In order to flatten the solvent (empty) region its value can be
simply set to zero or to some small negative value as -0.1.

For current macro see "MAIN_UTILS:re_fft_map.com".


> make map MAP_SOLV set -10000 -9900 0.0

For any other solvent region maipulations the solvent needs first to be
converted into a mask

> make map MAP_SOLV set -10000 -9900 9999.0

and then flipped

> make map MAP_SOLV from MAP_FO invert reshift

or set to its average value

> make map MAP_SOLV from MAP_FO invert reshift scale 0.0

For further possibilities see "Command Reference Manual" MAKE MAP
commands.


7.6.5. Fourier transformation of the solvent flattened map.

> fourier map MAP_SOLV
> reflect shells 10 r-values 

> reflect set ampl phase fwork = fcalc * 1.0

Use FOBS 

> reflect set ampl fwork = fobs * 1.0

or 2FOBS - FCALC map for further calculation

> reflect set ampl scale fcalc fwork = fobs * 2.0 - fcalc * 1.0


At this point you can call the MAIN atomic probability function
(See below the section "Local Histogram Matching".)

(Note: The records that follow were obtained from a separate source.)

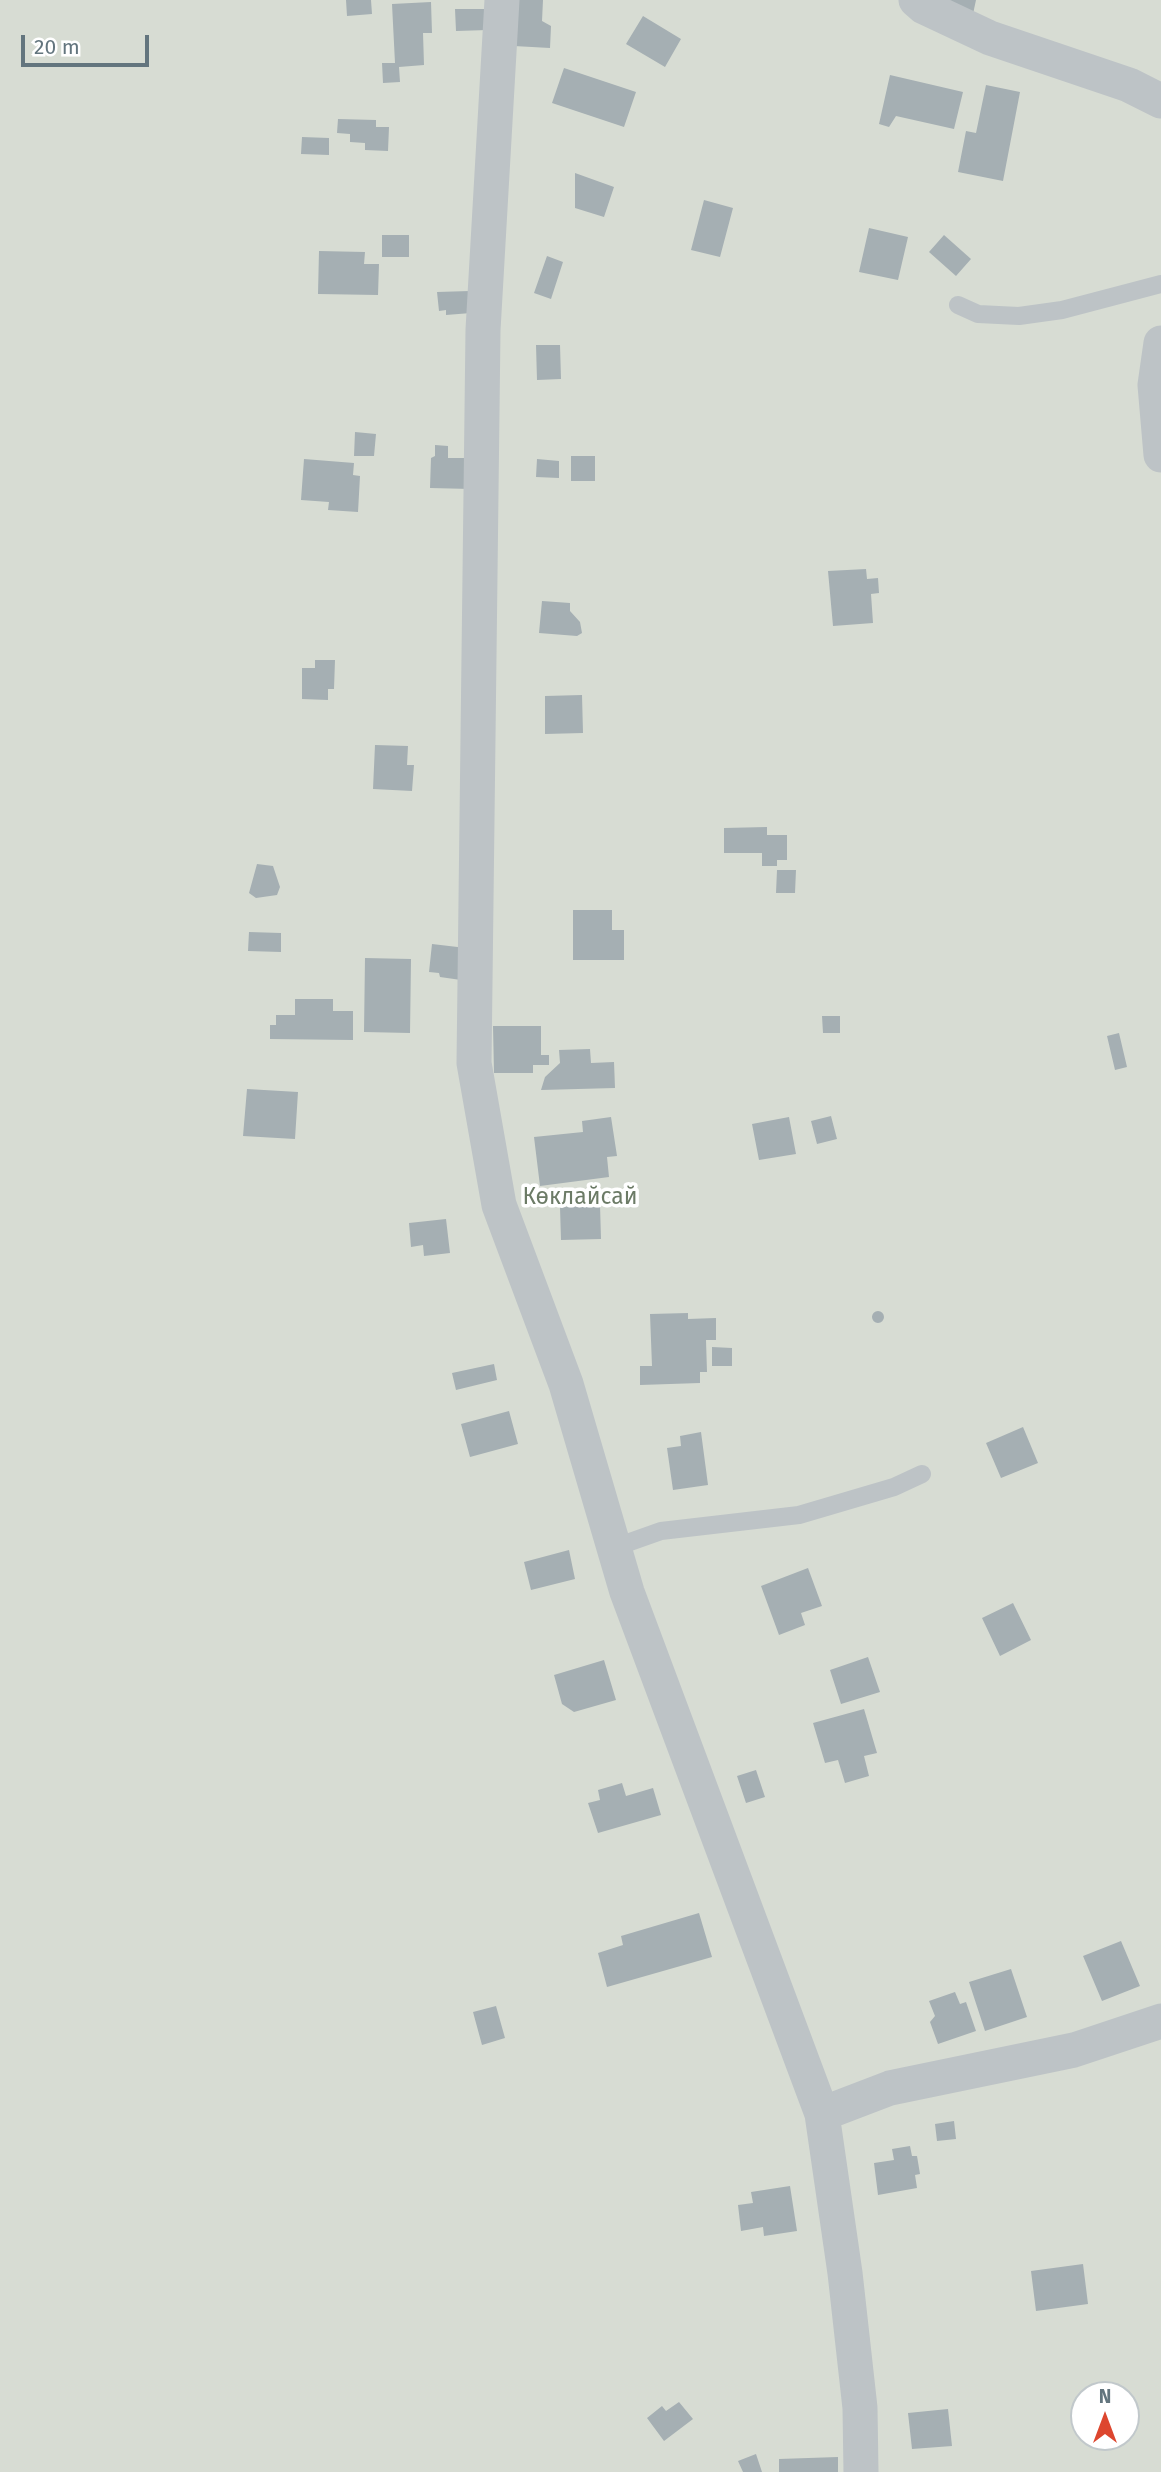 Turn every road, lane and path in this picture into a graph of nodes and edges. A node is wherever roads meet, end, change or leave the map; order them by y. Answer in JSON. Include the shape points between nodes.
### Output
{"nodes":[{"id":1,"x":502,"y":0,"type":"edge"},
{"id":2,"x":916,"y":0,"type":"edge"},
{"id":3,"x":1161,"y":101,"type":"edge"},
{"id":4,"x":1161,"y":284,"type":"edge"},
{"id":5,"x":958,"y":305,"type":"dead end"},
{"id":6,"x":1161,"y":343,"type":"edge"},
{"id":7,"x":1161,"y":455,"type":"edge"},
{"id":8,"x":922,"y":1474,"type":"dead end"},
{"id":9,"x":613,"y":1548,"type":"junction"},
{"id":10,"x":1161,"y":2021,"type":"edge"},
{"id":11,"x":822,"y":2115,"type":"junction"},
{"id":12,"x":861,"y":2472,"type":"edge"}],
"edges":[{"from":1,"to":9,"type":"street","via":[[483,343],[474,1063],[499,1205],[565,1384]]},
{"from":2,"to":3,"type":"street","via":[[990,38],[1129,85]]},
{"from":4,"to":5,"type":"lane","via":[[1062,310],[1019,316],[978,314]]},
{"from":6,"to":7,"type":"street","via":[[1155,384]]},
{"from":8,"to":9,"type":"lane","via":[[799,1515],[661,1531]]},
{"from":9,"to":11,"type":"street","via":[[704,1805]]},
{"from":10,"to":11,"type":"street","via":[[1074,2050],[890,2088]]},
{"from":11,"to":12,"type":"street","via":[[860,2408]]}]} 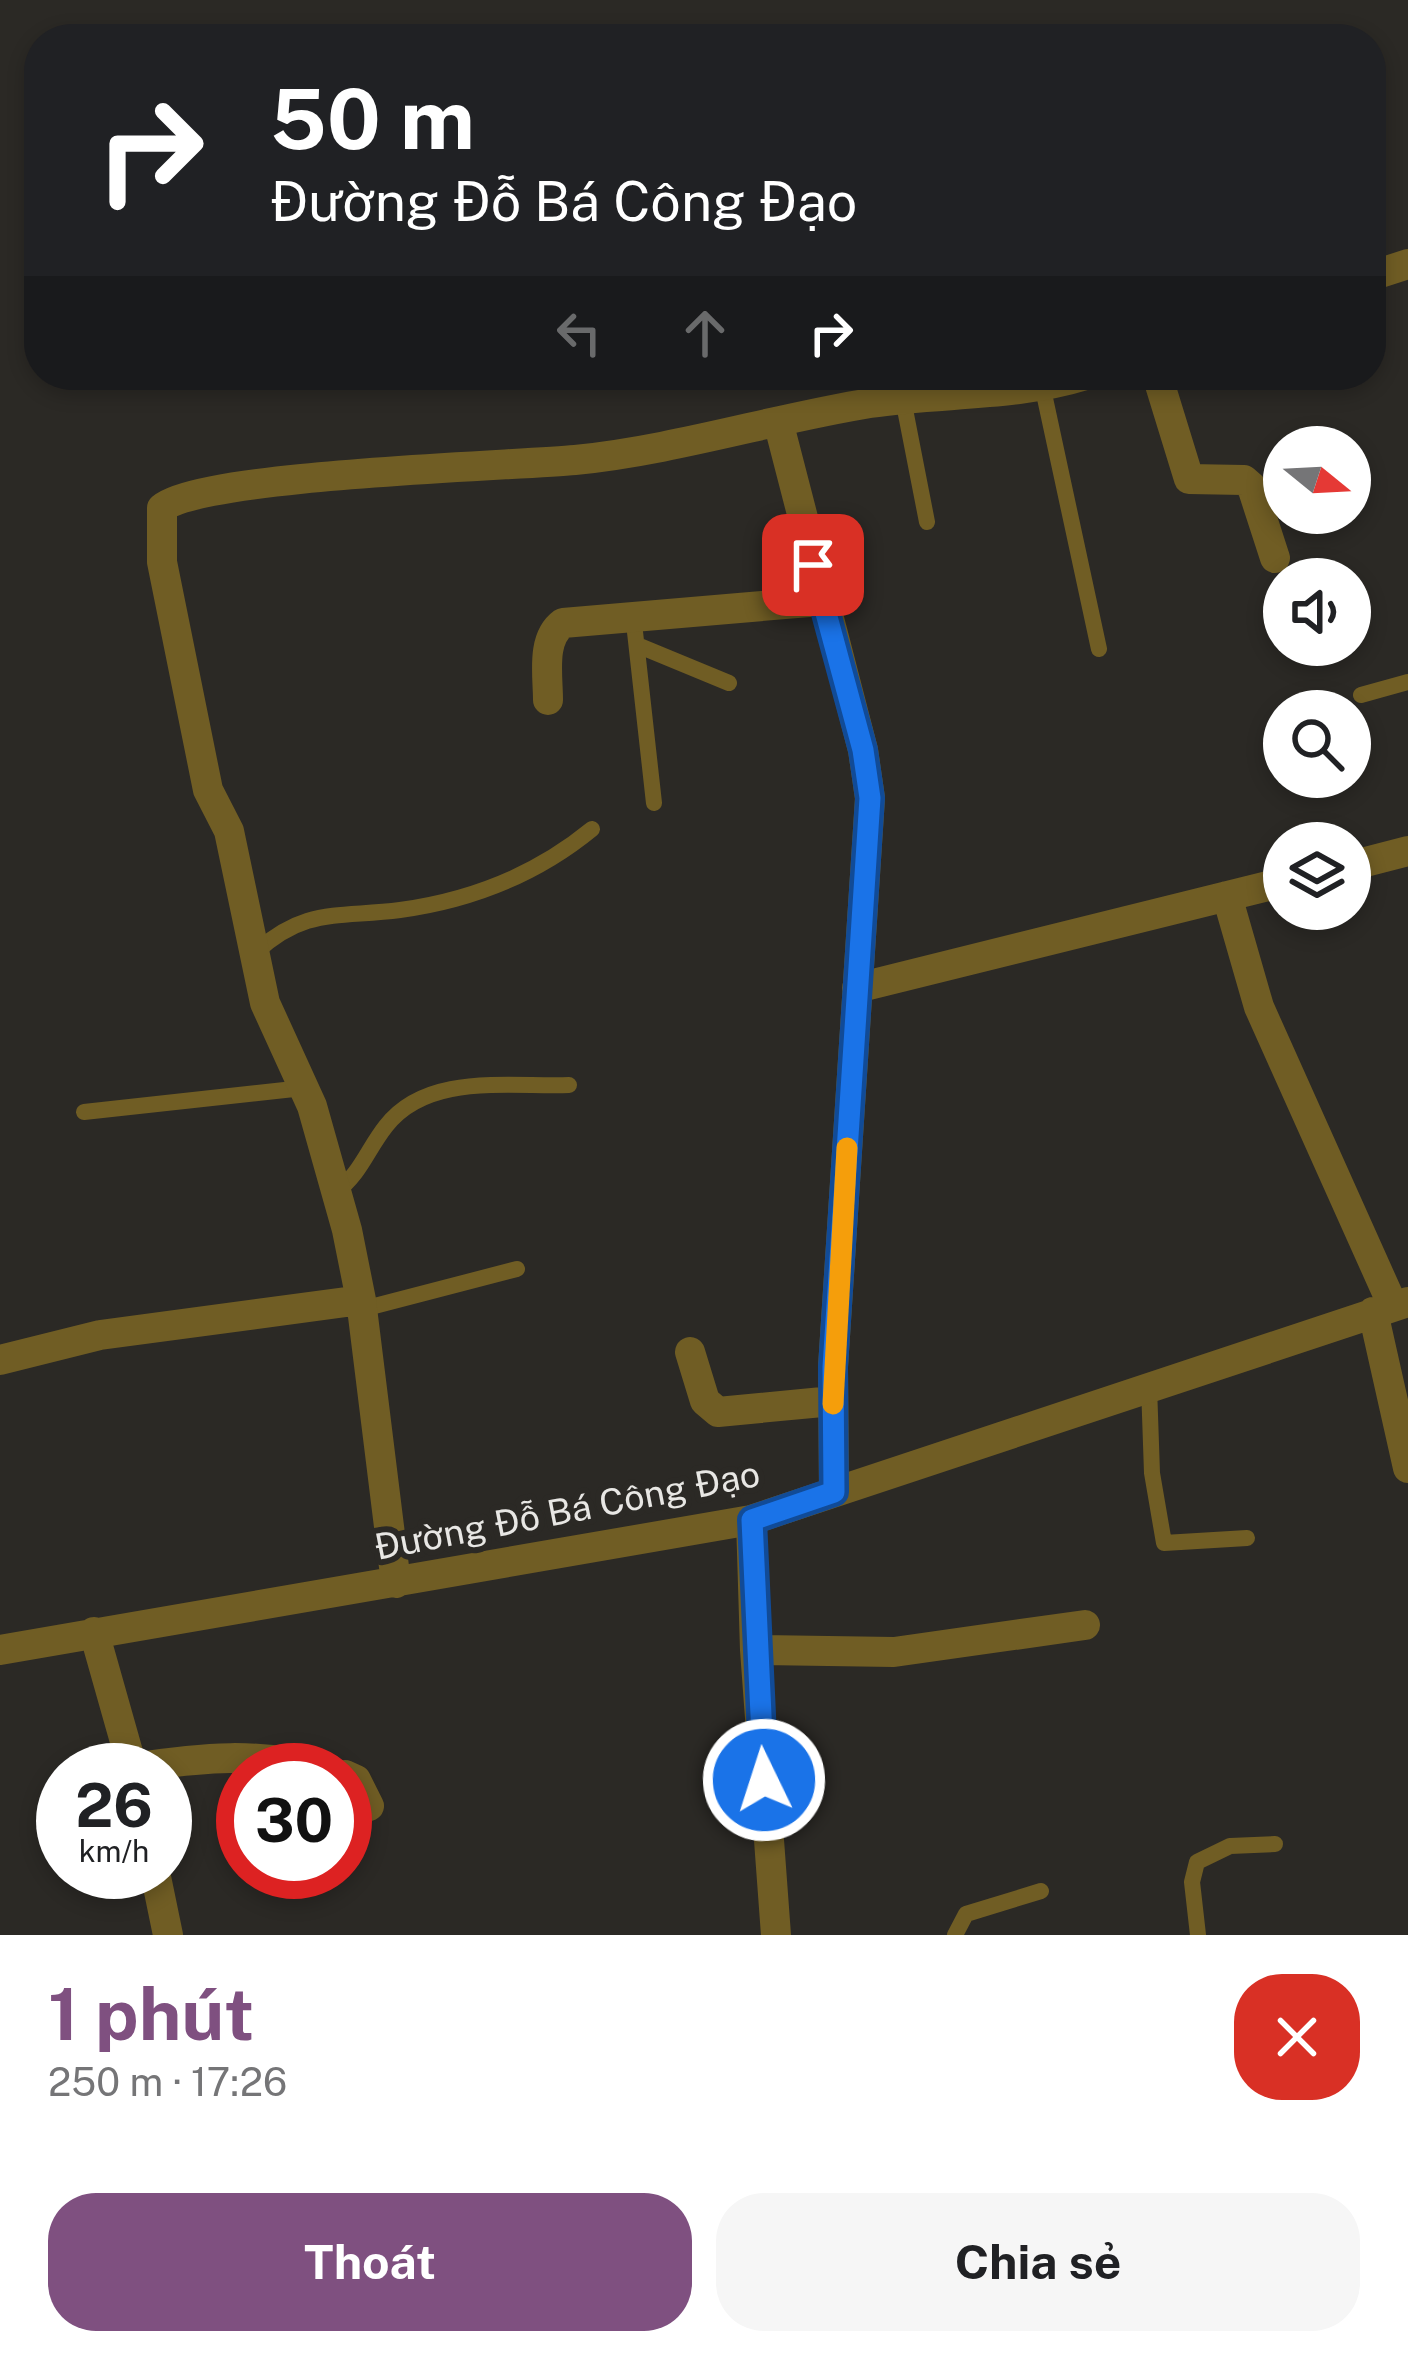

> if ( HIST_TEMP .gt. 2.0 ) <>utils/hist_match

or include phase combination (see the section "Phase Combination")

> make map MAP_FO zero 
> make map MAP_FO conv complex
> refl fill-map MAP_FO defined
> four map MAP_FO back 
> make map MAP_FO rescale 

At this stage the procedure ends.  The results can be stored or a new
cycle started.

> write over file FILE_MAP map MAP_FO xpl


7.7.3. Solvent flattening procedure based on a skeletonized map

See menu items SKELETON and SOLV_MAS in menu block MAP_ATOM.  In a
while a better description will appear also here.